22 Aug 11 by member: pixidaisy
Thanks Pixi! You are totally right. It was only one day. =) I had a good breakfast and will continue the rest of the day and week. I hope YOU have a great day as well! 
22 Aug 11 by member: HerStrawberri
I second what the others said. Don't beat yourself up either. I was kind of worried that yesterday was going to set you up for a binge, just from my own personal experiences. High FIVE my friend!  
22 Aug 11 by member: kcook323
Wow... you had a really rough day yesterday! And I get that you're still sad about it. Torn, probably. You KNOW she deserved to get a new one torn, but hated that it was you that did it for her. Still... damn, that woman had it coming! But I agree with everyone else - you included. She MUST be a most miserable person and I can't even imagine how miserable she must be. Because if you treat people that way, you have to hate yourself most of all. That certainly doesn't excuse her, though. I feel really bad for your girl - no matter what, this is her mom. That's not a position I'd want to be in, for sure. Anyway, on to today and here's to healthy eat and yes, eat enough! You really need to keep that metabolism stoked up. You know you can't exist forever eating 800 calories, so you know you don't want to set your body up to burn only that much in a day. But, not telling you anything you don't already know. Just keep looking forward - you have much to look forward to! 
22 Aug 11 by member: redwinelover
Thanks red! I feel really bad for my P too. She tries so hard to do the right by her mom. Even though she doesn't deserve it AT ALL. As much as that crazy women has done to me, she has done 3 fold on my P and her bro. She is taking ot better then i thought. i spent most of the night, last night, apologizing. It still IS her mom and I just didn't want her to be mad at me. She knows she had it coming and also knows just how mean her mom can be. I still feel so terrible though. The evil MIL actually yelled at my P because she stuck up for me and not her. It's like she doesn't acknowledge AT ALL how mean her comments are. Thinks it's ok to call people fat. She even wishes her BFF would get cancer so she would die and the EMIL could have her BFFs hubby. HOW FREAKING WRONG IS THAT!!!!! Anyway, i don't want to keep bashing her. She is a sad, depressed, lonely women who is going to die all by herself. Thank you for your kind words red! 

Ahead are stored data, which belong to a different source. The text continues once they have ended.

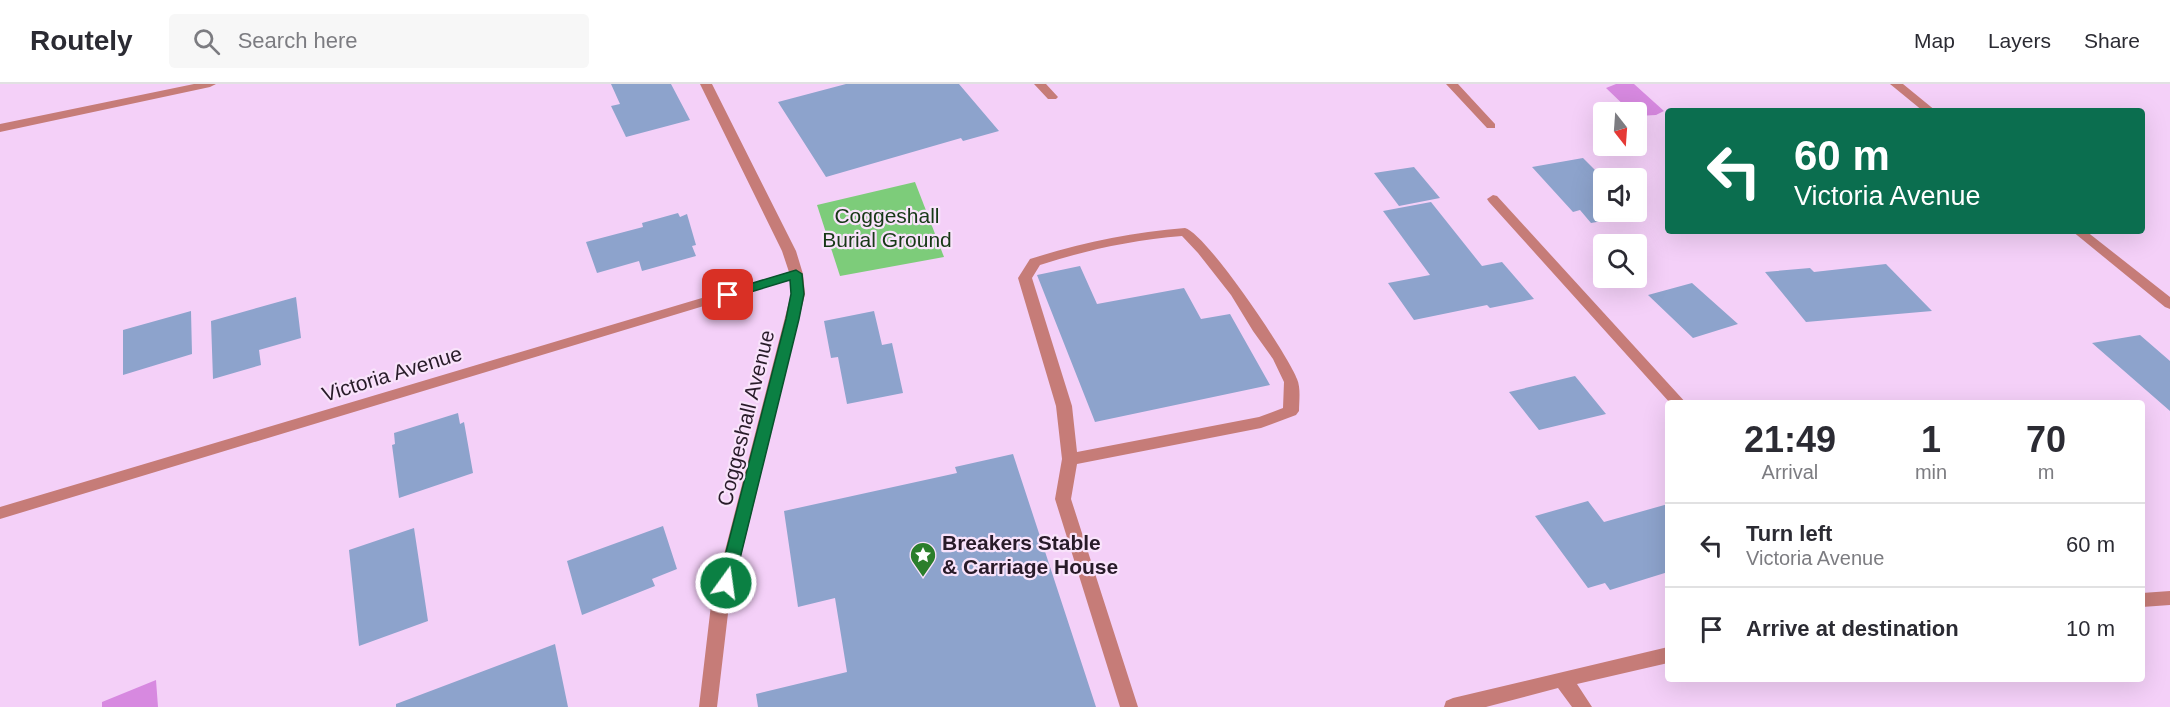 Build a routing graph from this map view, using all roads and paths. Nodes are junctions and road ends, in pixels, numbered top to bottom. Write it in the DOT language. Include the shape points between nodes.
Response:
graph roads {
  1 [pos="210,84"];
  2 [pos="706,84"];
  3 [pos="1040,84"];
  4 [pos="1452,84"];
  5 [pos="1896,84"];
  6 [pos="1052,97"];
  7 [pos="1926,108"];
  8 [pos="1491,126"];
  9 [pos="0,128"];
  10 [pos="1494,199"];
  11 [pos="2082,234"];
  12 [pos="796,274"];
  13 [pos="2170,304"];
  14 [pos="1676,400"];
  15 [pos="1070,459"];
  16 [pos="0,513"];
  17 [pos="2170,598"];
  18 [pos="2145,600"];
  19 [pos="1665,656"];
  20 [pos="1562,679"];
  21 [pos="708,707"];
  22 [pos="1129,707"];
  23 [pos="1453,707"];
  24 [pos="1583,707"];
  1 -- 9 [label="street"];
  2 -- 12 [label="street, Coggeshall Avenue" via="780,231"];
  3 -- 6 [label="street"];
  4 -- 8 [label="street"];
  5 -- 7 [label="street"];
  10 -- 14 [label="street"];
  11 -- 13 [label="street"];
  12 -- 16 [label="street, Victoria Avenue"];
  12 -- 21 [label="street, Coggeshall Avenue" via="798,294 793,319 720,604"];
  15 -- 15 [label="street" via="1064,406 1025,278 1035,262 1081,247 1185,232 1236,292 1280,357 1291,382 1291,411 1262,422"];
  15 -- 22 [label="street" via="1063,499"];
  17 -- 18 [label="street"];
  19 -- 20 [label="street"];
  20 -- 23 [label="street"];
  20 -- 24 [label="street"];
}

22 Aug 11 by member: HerStrawberri
Sorry about TOM and MIL. But congrats on your progress! 
22 Aug 11 by member: Helewis
Just remember we all love you and are here to give hugs and be there when you need us.I had an evil mother,I can soooo relate. 
22 Aug 11 by member: 83JEN
Concentrate on yourself first, and then P. Nuture and love yourself, do not make negative statements as you may assimilate them. Try, with all your might, to say at least one good and positive thing about yourself every day AND MEAN IT. Do not waste valuable energy on negative people, related or otherwise, you need every ounce of strength to fight the GOOD fight of healthy living. Rehashing is reliving, let it go and free yourself of the burden of hate and anger caused by unhealthy relationships such as your MIL. I too have lived this and I know what a horrible place it is to be, I wish much better for you! You're making excellent progress but please take care of yourself! Big hugs.